Cisco is trying to enhance storage performance on the IBM mainframe as well as third-party SAN products with new features added to its MDS 9000 storage networking product line.

The goal is to enhance security and accelerate data traffic over distances as great as 20,000 kilometers – halfway around the world, Cisco says.

“By improving data security and accelerating data backup and disaster recovery, these new capabilities … help IT organizations build next generation data centers that take advantage of technologies like data replication and virtualization and respond quickly to changing business needs,” Cisco said in an announcement.

Various upgrades to Cisco's MDS NX-OS software will be available to partners at the end of July, and should be available to customers in the fall from resellers such as IBM, EMC, HP and NetApp, says Bob Nusbaum, Cisco's storage networking software product line manager.

A new feature called XRC Acceleration will improve replication speed, Nusbaum says. XRC (also known as z/OS Global Mirror) is a mainframe application that replicates data across distances and is popular with financial institutions. By buffering data at remote sites, Cisco's XRC Acceleration speeds up that replication process, he says. The feature was developed jointly by IBM and Cisco.

“This solution accelerates data traffic traveling very long distances over the wide-area network reducing bandwidth consumption and shrinking update windows, while eliminating the need for costly, separate channel extension products,” Cisco says.

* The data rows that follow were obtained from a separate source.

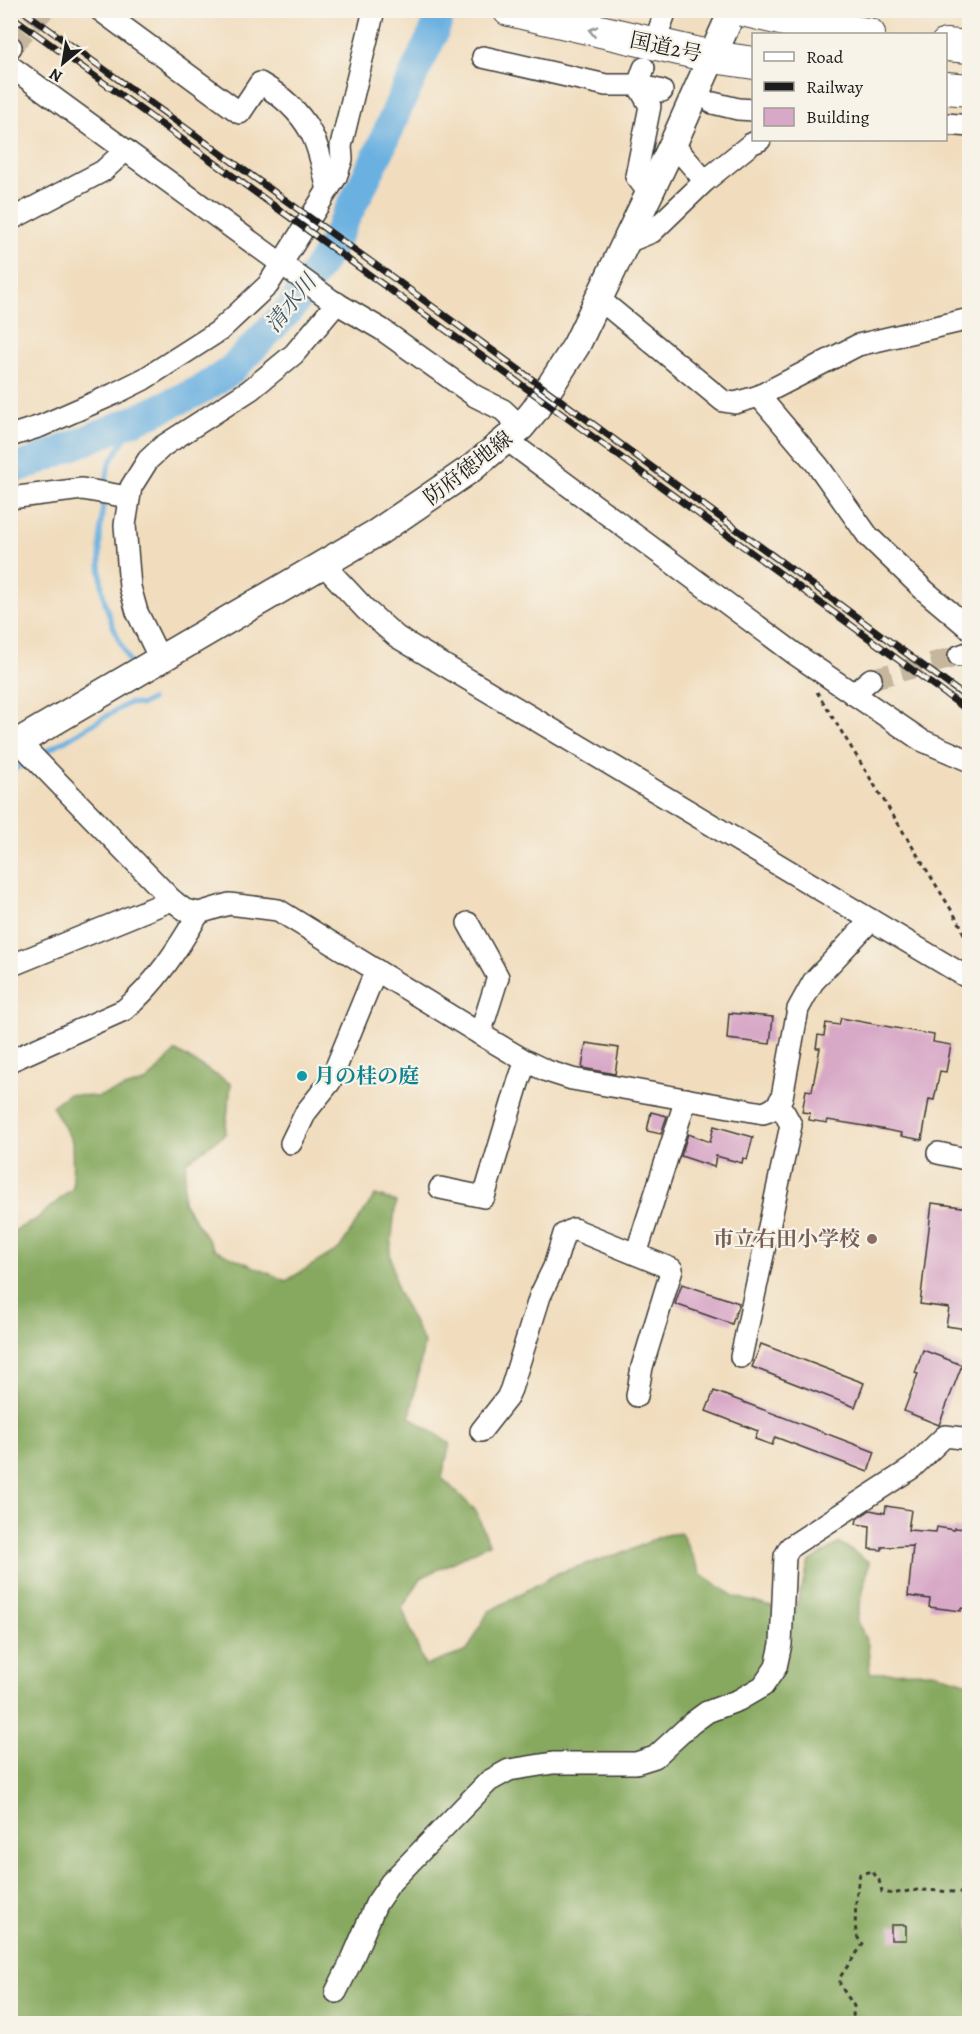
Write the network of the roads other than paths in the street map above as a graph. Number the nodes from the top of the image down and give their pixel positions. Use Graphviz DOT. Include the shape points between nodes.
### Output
graph roads {
  1 [pos="100,10"];
  2 [pos="374,10"];
  3 [pos="508,10"];
  4 [pos="733,10"];
  5 [pos="742,10"];
  6 [pos="797,23"];
  7 [pos="862,33"];
  8 [pos="947,45"];
  9 [pos="969,47"];
  10 [pos="483,57"];
  11 [pos="713,57"];
  12 [pos="752,63"];
  13 [pos="10,66"];
  14 [pos="641,77"];
  15 [pos="947,88"];
  16 [pos="969,90"];
  17 [pos="662,91"];
  18 [pos="752,94"];
  19 [pos="713,103"];
  20 [pos="746,110"];
  21 [pos="947,124"];
  22 [pos="969,126"];
  23 [pos="758,141"];
  24 [pos="673,144"];
  25 [pos="126,150"];
  26 [pos="705,181"];
  27 [pos="328,190"];
  28 [pos="649,193"];
  29 [pos="10,220"];
  30 [pos="625,243"];
  31 [pos="286,267"];
  32 [pos="598,298"];
  33 [pos="334,302"];
  34 [pos="969,318"];
  35 [pos="759,396"];
  36 [pos="514,434"];
  37 [pos="10,436"];
  38 [pos="128,497"];
  39 [pos="10,498"];
  40 [pos="323,564"];
  41 [pos="969,629"];
  42 [pos="160,659"];
  43 [pos="871,679"];
  44 [pos="853,694"];
  45 [pos="15,744"];
  46 [pos="969,761"];
  47 [pos="172,900"];
  48 [pos="199,913"];
  49 [pos="871,920"];
  50 [pos="468,923"];
  51 [pos="10,966"];
  52 [pos="376,970"];
  53 [pos="969,979"];
  54 [pos="480,1034"];
  55 [pos="10,1061"];
  56 [pos="526,1061"];
  57 [pos="686,1099"];
  58 [pos="777,1106"];
  59 [pos="291,1143"];
  60 [pos="938,1153"];
  61 [pos="969,1160"];
  62 [pos="440,1188"];
  63 [pos="636,1254"];
  64 [pos="741,1357"];
  65 [pos="638,1396"];
  66 [pos="481,1431"];
  67 [pos="969,1440"];
  68 [pos="336,1992"];
  1 -- 27 [label="street" via="240,113 260,83 272,90 311,132"];
  2 -- 27 [label="street" via="341,146 342,159"];
  11 -- 3 [label="highway, 国道2号, one-way"];
  4 -- 11 [label="main road, 防府徳地線"];
  5 -- 6 [label="highway, bridge"];
  6 -- 7 [label="highway"];
  8 -- 9 [label="highway"];
  10 -- 14 [label="street" via="606,85"];
  11 -- 12 [label="highway, 国道2号"];
  11 -- 24 [label="main road, 防府徳地線"];
  13 -- 25 [label="street"];
  14 -- 17 [label="street"];
  14 -- 28 [label="street" via="650,106 636,176"];
  15 -- 16 [label="highway"];
  18 -- 20 [label="street"];
  19 -- 20 [label="street"];
  21 -- 22 [label="street"];
  23 -- 26 [label="street"];
  24 -- 26 [label="street"];
  24 -- 28 [label="main road, 防府徳地線"];
  25 -- 29 [label="street" via="103,171"];
  25 -- 31 [label="street"];
  26 -- 30 [label="street" via="652,232"];
  27 -- 31 [label="street"];
  28 -- 30 [label="main road, 防府徳地線"];
  30 -- 32 [label="main road, 防府徳地線"];
  31 -- 33 [label="street"];
  31 -- 37 [label="street" via="219,331 153,373 114,394"];
  32 -- 35 [label="street" via="723,401 735,403"];
  32 -- 36 [label="main road, 防府徳地線" via="560,372"];
  33 -- 36 [label="street" via="381,328 475,396 503,410"];
  33 -- 38 [label="street" via="294,354 148,460"];
  34 -- 35 [label="street" via="858,345"];
  35 -- 41 [label="street" via="819,467 868,536"];
  36 -- 40 [label="main road, 防府徳地線" via="430,499"];
  36 -- 44 [label="street" via="795,654"];
  38 -- 39 [label="street" via="82,489"];
  38 -- 42 [label="street" via="125,525 130,587 137,612"];
  40 -- 42 [label="main road, 防府徳地線"];
  40 -- 49 [label="street" via="397,637"];
  42 -- 45 [label="main road, 防府徳地線"];
  43 -- 44 [label="street"];
  44 -- 46 [label="street" via="921,740"];
  45 -- 47 [label="street"];
  47 -- 48 [label="street" via="185,910"];
  47 -- 51 [label="street"];
  48 -- 52 [label="street" via="229,904 278,910"];
  48 -- 55 [label="street" via="162,969 124,1010"];
  49 -- 53 [label="street"];
  49 -- 58 [label="street" via="813,982 798,1009"];
  50 -- 54 [label="street" via="498,977"];
  52 -- 54 [label="street"];
  52 -- 59 [label="street" via="330,1082 306,1112"];
  54 -- 56 [label="street"];
  56 -- 57 [label="street" via="572,1079"];
  56 -- 62 [label="street" via="484,1197"];
  57 -- 58 [label="street" via="763,1113"];
  57 -- 63 [label="street"];
  58 -- 64 [label="street" via="791,1125"];
  60 -- 61 [label="street"];
  63 -- 65 [label="street" via="672,1269 642,1367"];
  63 -- 66 [label="street" via="574,1229 564,1234 511,1389"];
  67 -- 68 [label="street" via="945,1436 912,1468 790,1547 785,1556 781,1644 776,1666 763,1686 707,1712 655,1757 636,1763 554,1763 509,1770 489,1781 390,1882"];
}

Cisco is also unveiling TrustSec Fibre Channel Link Encryption, designed to encrypt data traveling between data centers, or within a data center to ensure safeguarding of all traffic between switches. The encryption works both with open systems SAN products as well as IBM's FICON, a Fibre connection technology that connects mainframes to storage devices.

Another new feature is I/O Accelerator, designed for open systems rather than the mainframe. The technology speeds up disk and tape reads and writes over long distances.